WHAT IS NEEDED
Report all lines of the records that contain "paths".

DATA LISTING
◆ ◆ ◆ ◆ ◆ ◆ ◆

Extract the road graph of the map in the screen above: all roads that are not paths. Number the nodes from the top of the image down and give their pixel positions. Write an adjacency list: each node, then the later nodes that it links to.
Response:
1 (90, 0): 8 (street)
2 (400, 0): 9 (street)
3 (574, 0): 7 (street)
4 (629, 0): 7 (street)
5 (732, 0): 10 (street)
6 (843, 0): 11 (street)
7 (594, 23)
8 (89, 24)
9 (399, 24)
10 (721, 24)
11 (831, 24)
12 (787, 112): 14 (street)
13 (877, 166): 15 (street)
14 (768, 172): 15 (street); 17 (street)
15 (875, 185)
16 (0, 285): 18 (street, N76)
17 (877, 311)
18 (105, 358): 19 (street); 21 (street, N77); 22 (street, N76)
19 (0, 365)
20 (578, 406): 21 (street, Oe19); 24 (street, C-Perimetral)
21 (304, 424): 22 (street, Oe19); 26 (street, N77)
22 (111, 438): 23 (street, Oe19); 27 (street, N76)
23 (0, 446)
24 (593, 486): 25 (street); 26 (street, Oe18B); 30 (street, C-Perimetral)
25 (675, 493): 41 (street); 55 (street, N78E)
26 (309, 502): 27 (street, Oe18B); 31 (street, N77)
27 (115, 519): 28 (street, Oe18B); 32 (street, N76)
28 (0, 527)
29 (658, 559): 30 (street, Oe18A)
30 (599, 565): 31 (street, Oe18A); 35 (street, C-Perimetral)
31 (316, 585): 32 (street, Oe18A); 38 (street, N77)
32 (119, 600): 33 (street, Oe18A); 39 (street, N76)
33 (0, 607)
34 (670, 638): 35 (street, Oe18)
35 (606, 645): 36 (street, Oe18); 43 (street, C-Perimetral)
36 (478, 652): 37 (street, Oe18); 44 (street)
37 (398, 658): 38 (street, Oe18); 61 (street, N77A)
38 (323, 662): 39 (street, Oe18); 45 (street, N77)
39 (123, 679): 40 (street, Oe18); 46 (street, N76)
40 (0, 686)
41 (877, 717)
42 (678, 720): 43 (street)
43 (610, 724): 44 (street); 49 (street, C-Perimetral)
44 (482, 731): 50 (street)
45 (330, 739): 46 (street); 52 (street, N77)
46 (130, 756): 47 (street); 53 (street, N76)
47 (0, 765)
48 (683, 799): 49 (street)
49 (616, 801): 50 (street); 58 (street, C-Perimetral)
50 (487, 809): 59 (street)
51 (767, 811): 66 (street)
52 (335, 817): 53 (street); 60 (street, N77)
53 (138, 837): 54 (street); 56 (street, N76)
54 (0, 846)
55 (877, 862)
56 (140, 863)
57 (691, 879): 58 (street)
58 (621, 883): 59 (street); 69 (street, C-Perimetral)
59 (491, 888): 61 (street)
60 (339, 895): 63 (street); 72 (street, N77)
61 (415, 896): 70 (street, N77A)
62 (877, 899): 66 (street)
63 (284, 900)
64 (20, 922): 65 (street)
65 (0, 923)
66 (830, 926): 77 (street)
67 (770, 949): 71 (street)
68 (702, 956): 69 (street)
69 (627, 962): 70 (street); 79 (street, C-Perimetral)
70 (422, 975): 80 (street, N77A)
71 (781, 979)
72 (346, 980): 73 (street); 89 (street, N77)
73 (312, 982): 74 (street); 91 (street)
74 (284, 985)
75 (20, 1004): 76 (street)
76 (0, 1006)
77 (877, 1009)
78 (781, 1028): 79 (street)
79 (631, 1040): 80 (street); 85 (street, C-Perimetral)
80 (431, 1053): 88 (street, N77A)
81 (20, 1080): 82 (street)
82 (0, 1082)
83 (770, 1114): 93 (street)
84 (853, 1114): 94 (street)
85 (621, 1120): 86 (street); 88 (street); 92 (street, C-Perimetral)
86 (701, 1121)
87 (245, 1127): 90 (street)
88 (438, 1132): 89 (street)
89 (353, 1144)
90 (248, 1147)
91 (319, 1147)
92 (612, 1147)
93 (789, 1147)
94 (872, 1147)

◆ ◆ ◆ ◆ ◆ ◆ ◆

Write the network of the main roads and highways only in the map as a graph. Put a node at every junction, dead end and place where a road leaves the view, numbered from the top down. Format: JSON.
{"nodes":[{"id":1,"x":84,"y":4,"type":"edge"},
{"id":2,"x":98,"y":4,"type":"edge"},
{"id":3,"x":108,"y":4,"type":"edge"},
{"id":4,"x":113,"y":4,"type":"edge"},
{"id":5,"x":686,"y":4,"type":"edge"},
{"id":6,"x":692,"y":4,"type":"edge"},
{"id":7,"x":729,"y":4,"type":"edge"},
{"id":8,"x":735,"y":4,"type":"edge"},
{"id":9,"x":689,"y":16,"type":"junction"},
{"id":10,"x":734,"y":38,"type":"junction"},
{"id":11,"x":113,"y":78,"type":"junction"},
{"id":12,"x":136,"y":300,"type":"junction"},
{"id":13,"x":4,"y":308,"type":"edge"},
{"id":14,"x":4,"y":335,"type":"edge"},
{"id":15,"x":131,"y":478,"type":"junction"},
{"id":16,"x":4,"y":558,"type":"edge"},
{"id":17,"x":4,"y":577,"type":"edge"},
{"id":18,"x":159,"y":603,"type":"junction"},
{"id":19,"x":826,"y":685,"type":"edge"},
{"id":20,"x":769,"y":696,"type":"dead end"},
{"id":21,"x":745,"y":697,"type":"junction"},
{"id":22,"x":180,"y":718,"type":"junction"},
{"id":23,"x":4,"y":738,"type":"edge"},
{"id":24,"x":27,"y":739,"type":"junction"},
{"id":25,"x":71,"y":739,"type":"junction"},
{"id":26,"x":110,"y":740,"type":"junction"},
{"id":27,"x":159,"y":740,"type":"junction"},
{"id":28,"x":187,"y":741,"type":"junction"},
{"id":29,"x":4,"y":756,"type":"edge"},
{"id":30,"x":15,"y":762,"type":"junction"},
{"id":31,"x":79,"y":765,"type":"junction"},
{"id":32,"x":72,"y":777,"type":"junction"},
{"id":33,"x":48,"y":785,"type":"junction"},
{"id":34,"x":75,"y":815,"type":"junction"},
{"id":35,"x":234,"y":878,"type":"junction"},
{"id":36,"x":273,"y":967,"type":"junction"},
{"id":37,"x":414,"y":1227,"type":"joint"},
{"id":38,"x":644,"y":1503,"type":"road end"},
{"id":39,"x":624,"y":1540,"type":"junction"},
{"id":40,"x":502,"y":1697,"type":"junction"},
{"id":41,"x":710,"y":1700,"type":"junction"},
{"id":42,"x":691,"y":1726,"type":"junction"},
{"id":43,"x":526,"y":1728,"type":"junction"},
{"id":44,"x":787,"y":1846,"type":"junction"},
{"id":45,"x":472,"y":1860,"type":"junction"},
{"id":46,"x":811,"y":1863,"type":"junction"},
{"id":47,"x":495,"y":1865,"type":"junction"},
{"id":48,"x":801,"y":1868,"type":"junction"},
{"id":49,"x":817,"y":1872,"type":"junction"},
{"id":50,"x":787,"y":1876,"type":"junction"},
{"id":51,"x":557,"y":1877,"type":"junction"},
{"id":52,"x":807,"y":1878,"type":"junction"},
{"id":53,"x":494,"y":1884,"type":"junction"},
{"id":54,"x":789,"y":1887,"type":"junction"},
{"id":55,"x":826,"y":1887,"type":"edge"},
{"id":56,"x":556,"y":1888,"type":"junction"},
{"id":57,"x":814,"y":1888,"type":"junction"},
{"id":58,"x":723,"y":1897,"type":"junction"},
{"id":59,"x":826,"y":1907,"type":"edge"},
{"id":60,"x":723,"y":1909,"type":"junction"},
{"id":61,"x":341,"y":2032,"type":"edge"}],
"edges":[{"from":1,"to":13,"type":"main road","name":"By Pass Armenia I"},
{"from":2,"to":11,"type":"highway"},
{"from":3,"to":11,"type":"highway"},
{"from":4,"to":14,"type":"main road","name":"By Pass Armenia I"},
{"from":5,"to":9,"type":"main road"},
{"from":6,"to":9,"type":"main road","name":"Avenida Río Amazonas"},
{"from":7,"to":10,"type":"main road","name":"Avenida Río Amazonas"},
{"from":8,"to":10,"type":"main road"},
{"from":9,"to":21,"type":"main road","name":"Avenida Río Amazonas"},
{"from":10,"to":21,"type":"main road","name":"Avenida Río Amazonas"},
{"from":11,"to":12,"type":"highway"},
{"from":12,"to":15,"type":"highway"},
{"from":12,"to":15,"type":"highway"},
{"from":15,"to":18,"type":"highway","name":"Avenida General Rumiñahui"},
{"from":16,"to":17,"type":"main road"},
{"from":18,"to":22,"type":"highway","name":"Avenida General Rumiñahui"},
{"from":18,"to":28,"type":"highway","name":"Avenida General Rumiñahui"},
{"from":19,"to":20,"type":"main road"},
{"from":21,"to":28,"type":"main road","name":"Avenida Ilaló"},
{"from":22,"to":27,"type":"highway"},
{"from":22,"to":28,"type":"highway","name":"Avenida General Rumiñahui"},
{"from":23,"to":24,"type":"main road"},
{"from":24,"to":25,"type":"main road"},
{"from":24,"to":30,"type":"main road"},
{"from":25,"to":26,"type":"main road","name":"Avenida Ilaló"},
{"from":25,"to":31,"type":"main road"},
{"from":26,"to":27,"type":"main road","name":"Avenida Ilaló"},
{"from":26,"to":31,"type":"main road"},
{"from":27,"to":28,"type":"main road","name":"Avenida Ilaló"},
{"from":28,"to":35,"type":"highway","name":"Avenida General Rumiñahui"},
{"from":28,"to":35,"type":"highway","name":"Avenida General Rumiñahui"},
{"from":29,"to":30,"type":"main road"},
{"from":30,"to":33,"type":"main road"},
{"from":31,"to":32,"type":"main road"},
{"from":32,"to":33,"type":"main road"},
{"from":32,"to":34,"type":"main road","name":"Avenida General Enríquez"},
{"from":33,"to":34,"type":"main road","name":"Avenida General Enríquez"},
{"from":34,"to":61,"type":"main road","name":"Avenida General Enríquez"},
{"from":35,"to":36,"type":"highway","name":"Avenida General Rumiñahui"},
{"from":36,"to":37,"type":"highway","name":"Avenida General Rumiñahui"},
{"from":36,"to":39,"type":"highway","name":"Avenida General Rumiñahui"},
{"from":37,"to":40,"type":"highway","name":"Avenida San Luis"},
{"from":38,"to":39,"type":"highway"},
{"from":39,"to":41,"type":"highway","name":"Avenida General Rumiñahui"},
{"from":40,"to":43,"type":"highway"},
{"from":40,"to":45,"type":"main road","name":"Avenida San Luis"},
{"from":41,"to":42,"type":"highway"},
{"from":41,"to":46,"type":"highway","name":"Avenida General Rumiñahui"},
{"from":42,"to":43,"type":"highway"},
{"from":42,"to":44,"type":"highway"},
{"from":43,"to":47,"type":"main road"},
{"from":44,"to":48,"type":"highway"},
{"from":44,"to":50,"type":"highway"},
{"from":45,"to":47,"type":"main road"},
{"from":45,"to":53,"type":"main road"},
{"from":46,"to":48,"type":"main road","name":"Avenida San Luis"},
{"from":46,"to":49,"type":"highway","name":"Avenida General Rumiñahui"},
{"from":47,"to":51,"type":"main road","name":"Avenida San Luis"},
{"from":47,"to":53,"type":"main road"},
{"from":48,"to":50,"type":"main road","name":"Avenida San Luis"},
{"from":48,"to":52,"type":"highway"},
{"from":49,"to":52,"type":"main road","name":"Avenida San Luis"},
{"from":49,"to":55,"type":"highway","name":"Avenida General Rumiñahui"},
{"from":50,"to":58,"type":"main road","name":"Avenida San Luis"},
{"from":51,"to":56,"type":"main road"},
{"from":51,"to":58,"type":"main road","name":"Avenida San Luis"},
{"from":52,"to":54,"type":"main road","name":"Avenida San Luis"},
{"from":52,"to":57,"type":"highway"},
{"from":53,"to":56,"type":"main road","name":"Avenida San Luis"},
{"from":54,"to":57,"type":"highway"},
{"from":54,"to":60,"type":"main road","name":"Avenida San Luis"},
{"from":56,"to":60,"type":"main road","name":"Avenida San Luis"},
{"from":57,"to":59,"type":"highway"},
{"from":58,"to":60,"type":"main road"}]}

◆ ◆ ◆ ◆ ◆ ◆ ◆

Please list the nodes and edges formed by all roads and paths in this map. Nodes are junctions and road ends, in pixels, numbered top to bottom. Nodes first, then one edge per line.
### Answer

◆ ◆ ◆ ◆ ◆ ◆ ◆

SOLUTION BELOW
Extract the road graph of the map in the screen above: all roads that are not paths. Number the nodes from the top of the image down and give their pixel positions. Write an adjacency list: each node, then the later nodes that it links to.
Please list the nodes and edges formed by all roads and paths in this map. Nodes are junctions and road ends, in pixels, numbered top to bottom. Nodes first, then one edge per line.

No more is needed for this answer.